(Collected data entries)
● ● ● ● ● ● ●

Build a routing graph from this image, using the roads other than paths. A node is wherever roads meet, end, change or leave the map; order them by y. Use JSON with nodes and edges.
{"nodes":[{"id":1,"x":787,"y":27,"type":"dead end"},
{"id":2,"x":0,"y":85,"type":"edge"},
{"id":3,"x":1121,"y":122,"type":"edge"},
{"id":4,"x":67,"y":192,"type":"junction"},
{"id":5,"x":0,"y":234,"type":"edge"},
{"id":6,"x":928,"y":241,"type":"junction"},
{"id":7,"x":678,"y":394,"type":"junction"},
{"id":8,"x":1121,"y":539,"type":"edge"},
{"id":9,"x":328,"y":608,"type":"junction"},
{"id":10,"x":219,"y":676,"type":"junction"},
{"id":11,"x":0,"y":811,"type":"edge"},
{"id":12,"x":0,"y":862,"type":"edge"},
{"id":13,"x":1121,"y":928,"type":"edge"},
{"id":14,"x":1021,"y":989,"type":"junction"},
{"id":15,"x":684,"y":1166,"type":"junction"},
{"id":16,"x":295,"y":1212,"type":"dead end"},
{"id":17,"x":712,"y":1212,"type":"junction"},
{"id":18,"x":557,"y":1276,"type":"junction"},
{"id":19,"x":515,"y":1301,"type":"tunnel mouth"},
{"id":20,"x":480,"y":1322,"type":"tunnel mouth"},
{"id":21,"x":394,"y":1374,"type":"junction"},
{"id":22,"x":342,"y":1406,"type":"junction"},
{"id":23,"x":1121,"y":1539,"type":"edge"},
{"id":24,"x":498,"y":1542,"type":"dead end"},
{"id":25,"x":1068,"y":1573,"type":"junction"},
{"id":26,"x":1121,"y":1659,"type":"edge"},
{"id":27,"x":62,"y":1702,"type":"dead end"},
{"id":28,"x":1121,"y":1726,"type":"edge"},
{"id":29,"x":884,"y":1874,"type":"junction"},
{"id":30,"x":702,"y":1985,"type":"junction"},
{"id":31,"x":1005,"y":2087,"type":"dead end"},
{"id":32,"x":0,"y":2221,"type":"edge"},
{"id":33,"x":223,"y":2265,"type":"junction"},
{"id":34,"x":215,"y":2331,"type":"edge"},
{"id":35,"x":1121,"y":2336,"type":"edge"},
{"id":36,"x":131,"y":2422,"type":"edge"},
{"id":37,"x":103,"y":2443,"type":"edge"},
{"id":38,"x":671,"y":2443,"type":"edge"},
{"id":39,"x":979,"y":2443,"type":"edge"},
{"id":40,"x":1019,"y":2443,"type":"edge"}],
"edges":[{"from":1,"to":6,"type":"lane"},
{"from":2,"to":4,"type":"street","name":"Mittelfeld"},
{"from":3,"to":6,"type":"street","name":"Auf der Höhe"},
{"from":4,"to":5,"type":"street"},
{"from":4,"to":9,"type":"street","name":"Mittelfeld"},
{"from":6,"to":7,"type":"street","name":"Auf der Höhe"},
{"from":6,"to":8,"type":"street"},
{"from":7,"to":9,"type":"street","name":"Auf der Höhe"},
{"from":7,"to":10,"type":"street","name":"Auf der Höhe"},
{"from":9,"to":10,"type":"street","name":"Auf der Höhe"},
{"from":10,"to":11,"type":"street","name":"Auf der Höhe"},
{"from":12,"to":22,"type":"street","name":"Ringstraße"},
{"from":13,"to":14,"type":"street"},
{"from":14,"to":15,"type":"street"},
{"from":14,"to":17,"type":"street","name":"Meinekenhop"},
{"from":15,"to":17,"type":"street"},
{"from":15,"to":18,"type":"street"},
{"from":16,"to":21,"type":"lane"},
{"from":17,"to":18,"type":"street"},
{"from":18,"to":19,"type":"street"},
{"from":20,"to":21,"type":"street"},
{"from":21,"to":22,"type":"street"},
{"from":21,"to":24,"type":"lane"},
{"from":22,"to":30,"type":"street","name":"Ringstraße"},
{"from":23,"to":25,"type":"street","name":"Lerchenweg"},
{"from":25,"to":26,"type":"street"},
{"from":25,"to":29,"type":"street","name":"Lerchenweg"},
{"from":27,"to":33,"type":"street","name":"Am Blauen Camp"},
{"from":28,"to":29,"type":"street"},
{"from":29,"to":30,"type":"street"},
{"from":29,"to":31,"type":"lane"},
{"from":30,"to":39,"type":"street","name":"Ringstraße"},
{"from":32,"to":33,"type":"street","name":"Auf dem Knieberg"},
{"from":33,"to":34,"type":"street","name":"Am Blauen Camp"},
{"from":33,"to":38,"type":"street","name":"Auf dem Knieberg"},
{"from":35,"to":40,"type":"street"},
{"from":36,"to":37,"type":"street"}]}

● ● ● ● ● ● ●

EXERCISE = Look through the entries and work out how many lines have the word "Camp" in them; reply with that number only.

OUTPUT FOR THIS TASK = 2